• _Work task_:
Check each line of the records below and collect those that include the word "WILLOWHURST".

• _Records drawn from a dataset_:
[Start of section]

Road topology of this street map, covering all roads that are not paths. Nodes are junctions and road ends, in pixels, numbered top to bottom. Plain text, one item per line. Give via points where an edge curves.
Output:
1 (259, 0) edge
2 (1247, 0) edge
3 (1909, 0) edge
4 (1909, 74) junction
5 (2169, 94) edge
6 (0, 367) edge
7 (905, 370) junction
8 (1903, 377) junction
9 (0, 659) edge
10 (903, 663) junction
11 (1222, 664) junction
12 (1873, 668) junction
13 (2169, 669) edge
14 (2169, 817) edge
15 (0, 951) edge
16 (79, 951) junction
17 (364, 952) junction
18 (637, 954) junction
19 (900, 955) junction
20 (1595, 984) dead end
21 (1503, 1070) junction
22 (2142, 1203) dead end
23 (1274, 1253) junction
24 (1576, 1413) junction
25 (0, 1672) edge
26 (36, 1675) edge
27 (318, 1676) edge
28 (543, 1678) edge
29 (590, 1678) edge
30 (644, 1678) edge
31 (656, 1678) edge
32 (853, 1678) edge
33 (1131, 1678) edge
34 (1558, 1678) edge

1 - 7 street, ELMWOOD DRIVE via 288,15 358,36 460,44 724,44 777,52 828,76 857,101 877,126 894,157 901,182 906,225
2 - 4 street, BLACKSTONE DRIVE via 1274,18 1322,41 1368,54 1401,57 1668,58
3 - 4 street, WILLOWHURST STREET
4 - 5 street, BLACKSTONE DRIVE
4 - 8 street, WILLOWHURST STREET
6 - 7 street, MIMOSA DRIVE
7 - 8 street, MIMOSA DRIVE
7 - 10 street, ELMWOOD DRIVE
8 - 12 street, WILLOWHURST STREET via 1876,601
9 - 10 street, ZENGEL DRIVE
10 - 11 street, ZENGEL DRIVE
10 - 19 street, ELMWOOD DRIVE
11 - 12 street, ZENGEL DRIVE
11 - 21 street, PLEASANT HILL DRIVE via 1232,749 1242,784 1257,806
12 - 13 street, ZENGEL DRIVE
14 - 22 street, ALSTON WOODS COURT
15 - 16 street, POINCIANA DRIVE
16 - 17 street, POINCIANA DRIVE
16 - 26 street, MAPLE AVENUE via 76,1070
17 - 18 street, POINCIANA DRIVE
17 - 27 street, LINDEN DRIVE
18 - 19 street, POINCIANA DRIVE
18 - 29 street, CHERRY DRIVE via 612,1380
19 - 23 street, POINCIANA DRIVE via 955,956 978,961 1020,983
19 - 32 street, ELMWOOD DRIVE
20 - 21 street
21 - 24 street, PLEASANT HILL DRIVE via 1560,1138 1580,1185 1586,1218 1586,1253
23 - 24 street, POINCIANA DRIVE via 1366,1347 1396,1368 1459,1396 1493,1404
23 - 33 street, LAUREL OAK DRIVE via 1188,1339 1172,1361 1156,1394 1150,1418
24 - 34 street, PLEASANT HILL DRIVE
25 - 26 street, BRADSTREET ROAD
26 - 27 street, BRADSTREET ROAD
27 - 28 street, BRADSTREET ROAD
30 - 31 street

[End of section]

• _Solution below_:
3 - 4 street, WILLOWHURST STREET
4 - 8 street, WILLOWHURST STREET
8 - 12 street, WILLOWHURST STREET via 1876,601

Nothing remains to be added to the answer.